Introduction: The adequate use of aspirin for the primary prevention of cardiovascular disease events requires the evaluation of the benefits and risks for the patient. Objectives: To determine the global cardiovascular risk and the adequate use of aspirin as primary prevention of cardiovascular diseases in outpatients of the Clínica Médica del Hospital de Clínicas. Materials and methods: Observational, descriptive, cross-sectional, prospective study in outpatients of the Clínica Médica del Hospital de Clínicas between September 2017 and September 2018. Patients of both sexes, between 40 and 79 years of age, who had one or more of the following cardiovascular risk factors: HT, dyslipidemia, T2DM, smoking.

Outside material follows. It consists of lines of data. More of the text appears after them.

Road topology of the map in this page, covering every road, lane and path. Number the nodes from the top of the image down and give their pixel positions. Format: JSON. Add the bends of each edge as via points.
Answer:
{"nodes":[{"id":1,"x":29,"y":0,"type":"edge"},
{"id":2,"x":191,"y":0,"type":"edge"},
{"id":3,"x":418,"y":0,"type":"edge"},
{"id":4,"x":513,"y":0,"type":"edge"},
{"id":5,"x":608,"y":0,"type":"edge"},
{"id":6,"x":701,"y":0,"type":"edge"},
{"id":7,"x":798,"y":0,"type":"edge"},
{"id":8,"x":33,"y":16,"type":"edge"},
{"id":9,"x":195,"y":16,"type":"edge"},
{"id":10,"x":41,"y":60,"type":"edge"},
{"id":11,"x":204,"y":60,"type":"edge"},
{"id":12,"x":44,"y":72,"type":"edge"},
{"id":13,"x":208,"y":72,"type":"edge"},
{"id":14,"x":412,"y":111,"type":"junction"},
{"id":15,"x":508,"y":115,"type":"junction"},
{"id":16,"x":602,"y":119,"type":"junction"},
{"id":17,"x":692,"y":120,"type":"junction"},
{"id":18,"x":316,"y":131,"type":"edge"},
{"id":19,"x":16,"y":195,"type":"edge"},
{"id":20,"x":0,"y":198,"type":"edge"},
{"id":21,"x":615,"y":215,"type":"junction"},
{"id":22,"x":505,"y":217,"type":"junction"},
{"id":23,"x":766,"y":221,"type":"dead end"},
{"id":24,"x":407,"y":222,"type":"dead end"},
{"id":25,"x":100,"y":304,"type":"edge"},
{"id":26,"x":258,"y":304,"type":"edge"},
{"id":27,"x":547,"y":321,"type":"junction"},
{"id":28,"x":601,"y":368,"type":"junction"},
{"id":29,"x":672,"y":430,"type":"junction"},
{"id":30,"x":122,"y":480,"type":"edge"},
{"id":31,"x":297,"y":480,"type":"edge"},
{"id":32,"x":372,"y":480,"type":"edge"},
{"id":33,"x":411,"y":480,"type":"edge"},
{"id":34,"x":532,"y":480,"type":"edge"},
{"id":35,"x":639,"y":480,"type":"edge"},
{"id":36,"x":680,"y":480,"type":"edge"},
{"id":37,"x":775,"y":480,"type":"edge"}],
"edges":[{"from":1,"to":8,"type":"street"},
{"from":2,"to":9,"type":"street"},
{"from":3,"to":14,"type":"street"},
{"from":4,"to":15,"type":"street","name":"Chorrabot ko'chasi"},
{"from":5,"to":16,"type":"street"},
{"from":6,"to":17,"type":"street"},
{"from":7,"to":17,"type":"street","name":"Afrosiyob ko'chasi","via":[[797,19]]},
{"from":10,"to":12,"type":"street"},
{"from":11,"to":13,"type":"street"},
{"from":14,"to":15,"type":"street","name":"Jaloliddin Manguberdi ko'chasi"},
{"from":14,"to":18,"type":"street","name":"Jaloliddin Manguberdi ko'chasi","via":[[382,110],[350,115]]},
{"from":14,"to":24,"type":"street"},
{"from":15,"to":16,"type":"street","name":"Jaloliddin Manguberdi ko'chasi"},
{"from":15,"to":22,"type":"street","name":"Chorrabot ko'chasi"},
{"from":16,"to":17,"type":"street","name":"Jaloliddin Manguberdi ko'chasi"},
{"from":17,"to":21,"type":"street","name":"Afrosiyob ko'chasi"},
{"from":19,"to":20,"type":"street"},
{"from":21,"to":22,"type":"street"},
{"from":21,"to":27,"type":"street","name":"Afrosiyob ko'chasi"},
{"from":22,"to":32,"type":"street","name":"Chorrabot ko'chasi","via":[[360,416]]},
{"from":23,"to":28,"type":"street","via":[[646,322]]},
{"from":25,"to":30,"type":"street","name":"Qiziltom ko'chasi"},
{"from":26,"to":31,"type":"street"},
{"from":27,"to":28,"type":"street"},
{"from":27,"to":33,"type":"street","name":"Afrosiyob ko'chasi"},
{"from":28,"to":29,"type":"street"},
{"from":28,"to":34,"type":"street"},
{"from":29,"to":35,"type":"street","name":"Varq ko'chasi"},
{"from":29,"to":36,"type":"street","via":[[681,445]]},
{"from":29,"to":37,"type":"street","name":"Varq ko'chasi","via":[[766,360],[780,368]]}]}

Sociodemographic variables, systolic and diastolic blood pressure, total cholesterol, HDL-c, LDL-c, history of HT, DM2, smoking, use of statins and acetylsalicylic acid were measured. To measure the variables, a questionnaire was prepared. The global cardiovascular risk score was calculated according to ACC / AHA, using the ASCVD Risk calculator. Results: 100 questionnaires were analyzed, average age of 61 ± 5.3 years, 67% women and 100% are white. 88% were hypertensive, 73% dyslipidemic, 43% diabetic and 24% tobacco addicted. 50% presented high global cardiovascular risk, the average cardiovascular risk is 15 ± 3.6%. 60% with adequate indication of aspirin for the primary prevention of cardiovascular events. Conclusion: Half of the patients presented high cardiovascular risk and in 60% the use of aspirin was adequate for the primary prevention of cardiovascular events.